• [Instructions to follow]
Your task is to return the line containing "ring pip: (614, 291)" and each line after it through the end of the entries, exactly, with no other lines.

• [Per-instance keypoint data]
────────
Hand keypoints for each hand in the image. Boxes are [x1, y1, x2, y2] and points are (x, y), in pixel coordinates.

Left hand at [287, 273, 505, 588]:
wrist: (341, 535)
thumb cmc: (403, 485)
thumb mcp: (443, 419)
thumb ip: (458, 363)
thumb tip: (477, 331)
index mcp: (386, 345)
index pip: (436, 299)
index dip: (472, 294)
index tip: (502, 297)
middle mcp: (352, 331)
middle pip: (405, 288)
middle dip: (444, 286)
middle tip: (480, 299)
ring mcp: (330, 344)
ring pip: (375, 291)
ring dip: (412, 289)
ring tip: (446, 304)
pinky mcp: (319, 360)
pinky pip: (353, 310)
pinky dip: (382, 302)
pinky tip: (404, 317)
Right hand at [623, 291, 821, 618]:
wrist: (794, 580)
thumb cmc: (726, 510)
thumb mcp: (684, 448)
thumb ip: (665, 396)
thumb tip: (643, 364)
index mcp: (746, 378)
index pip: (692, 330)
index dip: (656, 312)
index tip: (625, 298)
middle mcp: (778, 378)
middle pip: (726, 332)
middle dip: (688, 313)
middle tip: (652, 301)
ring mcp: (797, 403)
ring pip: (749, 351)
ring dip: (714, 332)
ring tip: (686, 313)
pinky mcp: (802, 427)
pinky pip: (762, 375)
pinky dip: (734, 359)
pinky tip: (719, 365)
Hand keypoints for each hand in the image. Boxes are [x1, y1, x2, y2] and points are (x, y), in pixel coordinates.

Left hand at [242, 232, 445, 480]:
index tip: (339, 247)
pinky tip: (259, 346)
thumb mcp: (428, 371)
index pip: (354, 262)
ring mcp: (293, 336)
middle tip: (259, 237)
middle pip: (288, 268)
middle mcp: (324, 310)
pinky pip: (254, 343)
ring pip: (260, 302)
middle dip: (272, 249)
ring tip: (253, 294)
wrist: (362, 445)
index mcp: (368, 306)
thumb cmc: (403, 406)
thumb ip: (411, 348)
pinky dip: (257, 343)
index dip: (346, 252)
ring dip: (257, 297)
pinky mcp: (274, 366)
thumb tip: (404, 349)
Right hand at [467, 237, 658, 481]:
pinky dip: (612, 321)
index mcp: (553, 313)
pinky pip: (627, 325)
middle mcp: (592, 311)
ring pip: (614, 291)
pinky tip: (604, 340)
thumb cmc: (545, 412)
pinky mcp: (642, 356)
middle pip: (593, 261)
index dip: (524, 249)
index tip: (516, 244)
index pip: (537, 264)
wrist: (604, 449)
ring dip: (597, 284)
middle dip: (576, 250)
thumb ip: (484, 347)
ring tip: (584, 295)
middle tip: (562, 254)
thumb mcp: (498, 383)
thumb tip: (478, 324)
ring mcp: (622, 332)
────────
• [Result of the exercise]
ring pip: (614, 291)
pinky tip: (604, 340)
thumb cmc: (545, 412)
pinky mcp: (642, 356)
middle pip: (593, 261)
index dip: (524, 249)
index tip: (516, 244)
index pip: (537, 264)
wrist: (604, 449)
ring dip: (597, 284)
middle dip: (576, 250)
thumb ip: (484, 347)
ring tip: (584, 295)
middle tip: (562, 254)
thumb mcp: (498, 383)
thumb tip: (478, 324)
ring mcp: (622, 332)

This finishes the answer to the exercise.